Exklusiv: Wechselt das Gresini-Team 2016 zu Peugeot?

Von Günther Wiesinger
Mahindra Racing sucht in der Moto3-WM für 2016 ein Spitzenteam für die Zweitmarke Peugeot. Valentino Rossi hat abgesagt, Fausto Gresini ist nicht abgeneigt.

Nach dem Erwerb von 51 Prozent an der Firma Peugeot Motorcycles (PMTC), will die indische Mahindra Group (190.000 Beschäftigte) jetzt die Peugeot-Roller auf dem indischen Markt einführen – in unterschiedlichen Hubraum- und Preisklassen.

Die Rede ist vorläufig von den drei Modellen Django 125, Satelis 125 and Speedfight 3, die in Europa bereits im Verkauf sind. Der Django 125 hat ein Retro-Design wie die Vespa LX 125.

Mahindra Racing setzt in diesem Jahr in der Moto3-Weltmeisterschaft fünf Teams ein. Bisher liessen die Erfolge zu wünschen übrig – es gab in neun Rennen erst einen Podestplatz (Platz 3 in Le Mans) durch Francesco Bagnaia aus dem Mapfre Aspar Team. Bagnaia ist als bester Mahindra-Pilot im Feld WM-Zehnter.

Und nach dem Vorbild von KTM, die 2014 mit Husqvarna auch ihre Zweitmarke mit identischer Technik in die Moto3-WM brachten, will Mahindra künftig auch Hersteller Peugeot in der kleinsten GP-Klasse (250-ccm-Einzylinder-Viertakter mit rund 55 PS) promoten und positionieren.

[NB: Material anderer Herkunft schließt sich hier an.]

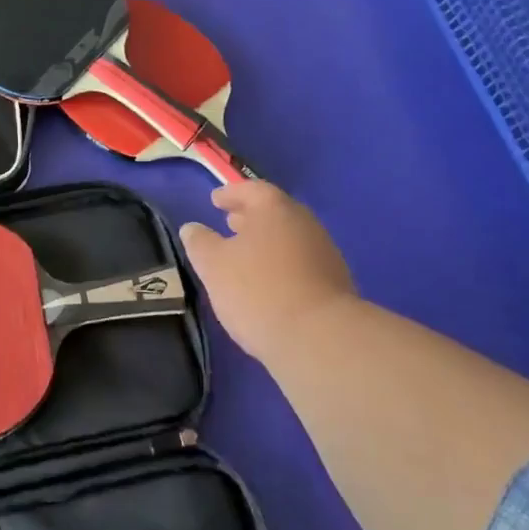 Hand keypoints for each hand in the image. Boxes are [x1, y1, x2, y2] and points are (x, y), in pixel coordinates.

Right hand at [179, 181, 356, 364]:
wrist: (320, 340)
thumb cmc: (259, 291)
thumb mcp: (214, 266)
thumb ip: (200, 243)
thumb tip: (192, 228)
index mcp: (275, 209)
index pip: (252, 190)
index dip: (231, 194)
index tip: (216, 200)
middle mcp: (304, 223)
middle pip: (274, 212)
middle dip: (250, 217)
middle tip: (229, 224)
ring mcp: (325, 253)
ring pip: (289, 239)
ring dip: (267, 243)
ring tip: (246, 257)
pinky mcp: (336, 285)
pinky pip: (302, 264)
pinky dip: (282, 266)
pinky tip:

Auf der Suche nach einem Team ist Mahindra-Rennchef Mufaddal Choonia bei Valentino Rossis VR46-Team abgeblitzt, der Italiener bleibt KTM treu.

Landsmann Fausto Gresini scheint den Verlockungen von Mahindra und Peugeot wesentlich offener gegenüber zu stehen.

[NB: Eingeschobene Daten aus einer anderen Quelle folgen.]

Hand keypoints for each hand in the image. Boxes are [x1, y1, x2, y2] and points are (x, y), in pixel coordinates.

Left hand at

Er hat bei der Wahl des Fabrikats schon in den letzten Jahren eine beachtliche Flexibilität an den Tag gelegt. Gresini fuhr in der Moto3-WM 2012 und 2013 auf FTR-Honda (mit Antonelli), er wechselte 2014 verärgert zu KTM, weil er nicht mehr an eine konkurrenzfähige Werks-Honda glaubte. Beim Silverstone-GP 2014 unterschrieb er für 2015 wieder bei KTM. Zwei Wochen später erfolgte der Rückzieher – und die Rückkehr zu Honda für 2015. HRC dürfte gewaltige finanzielle Zugeständinisse gemacht haben, um Titelanwätter Enea Bastianini an Honda zu binden.

Bei der Suche nach einem Spitzenteam für 2016 ist Peugeot jetzt auf Gresini gestossen. Man sei sich bei diesem Deal schon ziemlich einig, ist in Indy zu hören.

Falls Gresini in der Moto3-WM für 2016 tatsächlich von Honda zu Peugeot wechselt, hat er endgültig alle Verbindungen zu Honda gekappt, nachdem er in der MotoGP-Klasse schon nach der Saison 2014 von Honda auf Aprilia umgestiegen hat. Dann bleiben nach 20 gemeinsamen Jahren nur noch in der Moto2 (Xavier Siméon) die Einheitsmotoren von Honda.

Ob Peugeot beim Gresini-Deal auch den aktuellen WM-Zweiten Enea Bastianini mitgeliefert kriegt, ist noch offen. Denn der schnelle (und gross gewachsene) Italiener drängt in die Moto2-WM.